Einigung rückt näher

HARTZ-IV-REFORM Union und SPD bewegen sich aufeinander zu. Wegen der stockenden Reform befürchten die Jobcenter eine Klagewelle

BERLIN dpa/afp/epd | Nach dem Willen der Karlsruher Verfassungsrichter sollte die Hartz-IV-Reform zum 1. Januar 2011 wirksam werden, doch Opposition und Bundesregierung streiten sich über den Jahreswechsel hinaus. Über den um 5 Euro höheren Hartz-IV-Regelsatz und ein Bildungspakt für Kinder wird daher im Januar weiter verhandelt. Allerdings kommen sich Union und SPD langsam näher.

SPD-Unterhändler Hubertus Heil begrüßte das Angebot von Bundesarbeitsministerin Ursula von der Leyen (CDU), das Bildungspaket auch den 140.000 Kinder von Geringverdienern anzubieten, die Wohngeld beziehen. „Es ist konsequent und sachgerecht, wenn Frau von der Leyen jetzt bereit ist, den Empfängerkreis für das Bildungspaket für Kinder auszuweiten“, sagte Heil der in Düsseldorf erscheinenden Rheinischen Post (Mittwochsausgabe). Allerdings gingen die SPD-Forderungen „noch weit darüber hinaus“. So solle es das Bildungspaket auch für Kinder im Alter von über 18 Jahren geben, die noch in der Ausbildung seien, forderte Heil.
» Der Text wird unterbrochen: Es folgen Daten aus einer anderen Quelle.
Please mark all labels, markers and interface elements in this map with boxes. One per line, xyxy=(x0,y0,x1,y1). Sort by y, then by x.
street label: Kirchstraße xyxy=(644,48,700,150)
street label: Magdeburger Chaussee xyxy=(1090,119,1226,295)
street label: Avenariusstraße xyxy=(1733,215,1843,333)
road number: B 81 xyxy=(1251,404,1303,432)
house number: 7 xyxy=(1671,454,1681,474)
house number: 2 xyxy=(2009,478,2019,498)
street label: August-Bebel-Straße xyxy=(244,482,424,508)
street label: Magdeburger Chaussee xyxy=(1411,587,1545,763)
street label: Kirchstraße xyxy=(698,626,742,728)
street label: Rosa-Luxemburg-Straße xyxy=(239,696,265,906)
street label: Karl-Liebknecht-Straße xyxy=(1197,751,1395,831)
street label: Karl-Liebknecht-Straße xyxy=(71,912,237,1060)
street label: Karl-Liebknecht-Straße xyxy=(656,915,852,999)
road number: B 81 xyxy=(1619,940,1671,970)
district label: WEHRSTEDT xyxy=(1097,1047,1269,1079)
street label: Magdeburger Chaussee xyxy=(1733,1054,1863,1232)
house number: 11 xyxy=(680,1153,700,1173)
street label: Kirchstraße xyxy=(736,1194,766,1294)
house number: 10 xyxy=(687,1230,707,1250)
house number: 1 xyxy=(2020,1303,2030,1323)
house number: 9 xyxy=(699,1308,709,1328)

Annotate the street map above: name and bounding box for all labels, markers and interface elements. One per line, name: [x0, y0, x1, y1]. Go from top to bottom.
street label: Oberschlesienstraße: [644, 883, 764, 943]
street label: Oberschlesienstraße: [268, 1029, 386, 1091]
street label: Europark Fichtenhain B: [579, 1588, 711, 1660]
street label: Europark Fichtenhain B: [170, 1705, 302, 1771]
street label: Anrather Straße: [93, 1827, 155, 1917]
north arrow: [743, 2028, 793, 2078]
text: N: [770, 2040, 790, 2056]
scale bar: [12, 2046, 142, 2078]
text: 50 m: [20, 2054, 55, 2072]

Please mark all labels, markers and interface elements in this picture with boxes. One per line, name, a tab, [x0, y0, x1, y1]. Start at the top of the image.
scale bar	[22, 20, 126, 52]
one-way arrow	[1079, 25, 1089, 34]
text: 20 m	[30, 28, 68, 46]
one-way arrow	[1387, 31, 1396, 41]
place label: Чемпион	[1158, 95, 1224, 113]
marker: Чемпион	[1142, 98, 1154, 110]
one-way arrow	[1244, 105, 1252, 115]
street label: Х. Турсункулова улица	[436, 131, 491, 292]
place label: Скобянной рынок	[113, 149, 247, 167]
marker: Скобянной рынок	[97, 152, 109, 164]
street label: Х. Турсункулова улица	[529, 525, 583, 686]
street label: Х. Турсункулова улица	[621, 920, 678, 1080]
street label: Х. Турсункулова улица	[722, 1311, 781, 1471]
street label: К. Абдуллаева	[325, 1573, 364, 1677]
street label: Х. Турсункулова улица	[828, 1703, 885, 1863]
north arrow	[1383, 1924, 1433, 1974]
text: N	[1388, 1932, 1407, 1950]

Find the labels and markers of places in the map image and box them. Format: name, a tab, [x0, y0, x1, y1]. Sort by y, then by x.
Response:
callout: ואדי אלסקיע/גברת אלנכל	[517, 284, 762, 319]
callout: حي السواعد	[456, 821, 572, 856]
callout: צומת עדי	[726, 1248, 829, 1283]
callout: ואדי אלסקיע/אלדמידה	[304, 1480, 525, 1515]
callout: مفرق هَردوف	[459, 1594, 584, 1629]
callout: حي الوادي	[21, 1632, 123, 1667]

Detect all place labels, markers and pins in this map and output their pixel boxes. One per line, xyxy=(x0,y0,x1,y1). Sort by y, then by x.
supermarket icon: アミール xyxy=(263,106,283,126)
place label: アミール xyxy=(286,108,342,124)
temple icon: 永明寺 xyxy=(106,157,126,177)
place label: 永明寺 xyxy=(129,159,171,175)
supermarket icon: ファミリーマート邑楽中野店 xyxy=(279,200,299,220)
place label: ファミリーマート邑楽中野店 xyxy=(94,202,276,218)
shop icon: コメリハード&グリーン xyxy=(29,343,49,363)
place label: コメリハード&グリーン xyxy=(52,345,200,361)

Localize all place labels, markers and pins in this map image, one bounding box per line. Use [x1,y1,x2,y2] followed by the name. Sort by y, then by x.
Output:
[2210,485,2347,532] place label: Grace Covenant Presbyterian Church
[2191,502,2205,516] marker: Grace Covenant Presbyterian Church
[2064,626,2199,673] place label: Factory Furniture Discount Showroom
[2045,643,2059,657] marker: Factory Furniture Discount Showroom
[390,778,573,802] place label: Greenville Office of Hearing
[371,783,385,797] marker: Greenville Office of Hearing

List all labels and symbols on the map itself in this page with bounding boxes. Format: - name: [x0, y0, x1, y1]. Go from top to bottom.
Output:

Da der Bundesrat die Hartz-IV-Reform am 17. Dezember vorerst gestoppt hat, sucht jetzt eine vom Vermittlungsausschuss eingesetzte Bund-Länder-Arbeitsgruppe einen Kompromiss. Die Gespräche sollen am 7. Januar fortgesetzt werden.

Sachsen-Anhalts Ministerpräsident Wolfgang Böhmer, einer von drei Unionsvertretern in der Arbeitsgruppe, erwartet eine baldige Einigung. „Ich gehe davon aus, dass alle Beteiligten wissen, dass sie den Betroffenen eine Lösung schuldig sind“, sagte Böhmer der Nachrichtenagentur dpa. „Es kann nicht sein, dass man sich so verfestigt und zerstreitet, dass es keine Lösung geben kann.“ Es bestehe die Bereitschaft, das Problem bis zur nächsten Bundesratssitzung am 11. Februar auszuhandeln.

Neben den offenen Fragen zum Bildungspaket sind laut Ursula von der Leyen die Berechnungen der Hartz-IV-Regelsätze und die Hinzuverdienstgrenzen für Langzeitarbeitslose, „gekoppelt mit den Fragen des Mindestlohns“, die weiteren Themenschwerpunkte.

DGB-Chef Michael Sommer ist jedoch skeptisch, dass die Hartz-IV-Verhandlungen zu einem flächendeckenden Mindestlohn in Deutschland führen werden. Er glaube nicht, dass die SPD den Mindestlohn gegen den Willen der schwarz-gelben Bundesregierung durchsetzen kann, sagte Sommer am Mittwoch dem Sender SWR. Der Widerstand bei Union, FDP und den Arbeitgeberverbänden sei sehr groß.

Wegen der stockenden Hartz-IV-Reform befürchten die Jobcenter ab Januar eine Klagewelle. Nach Beobachtungen der Bundesagentur für Arbeit (BA) rufen immer mehr Arbeitsloseninitiativen dazu auf, gegen die Bescheide der Jobcenter vorsorglich Widerspruch einzulegen. BA-Vorstand Heinrich Alt appellierte an alle Hartz-IV-Empfänger, auf solche Klagen zu verzichten. Die erhöhten Leistungen würden auf jeden Fall nach Verabschiedung des Gesetzes rückwirkend zum 1. Januar ausgezahlt, sagte Alt der dpa. Nach Einschätzung der BA werden Hartz-IV-Empfänger frühestens ab 1. März mehr Geld erhalten.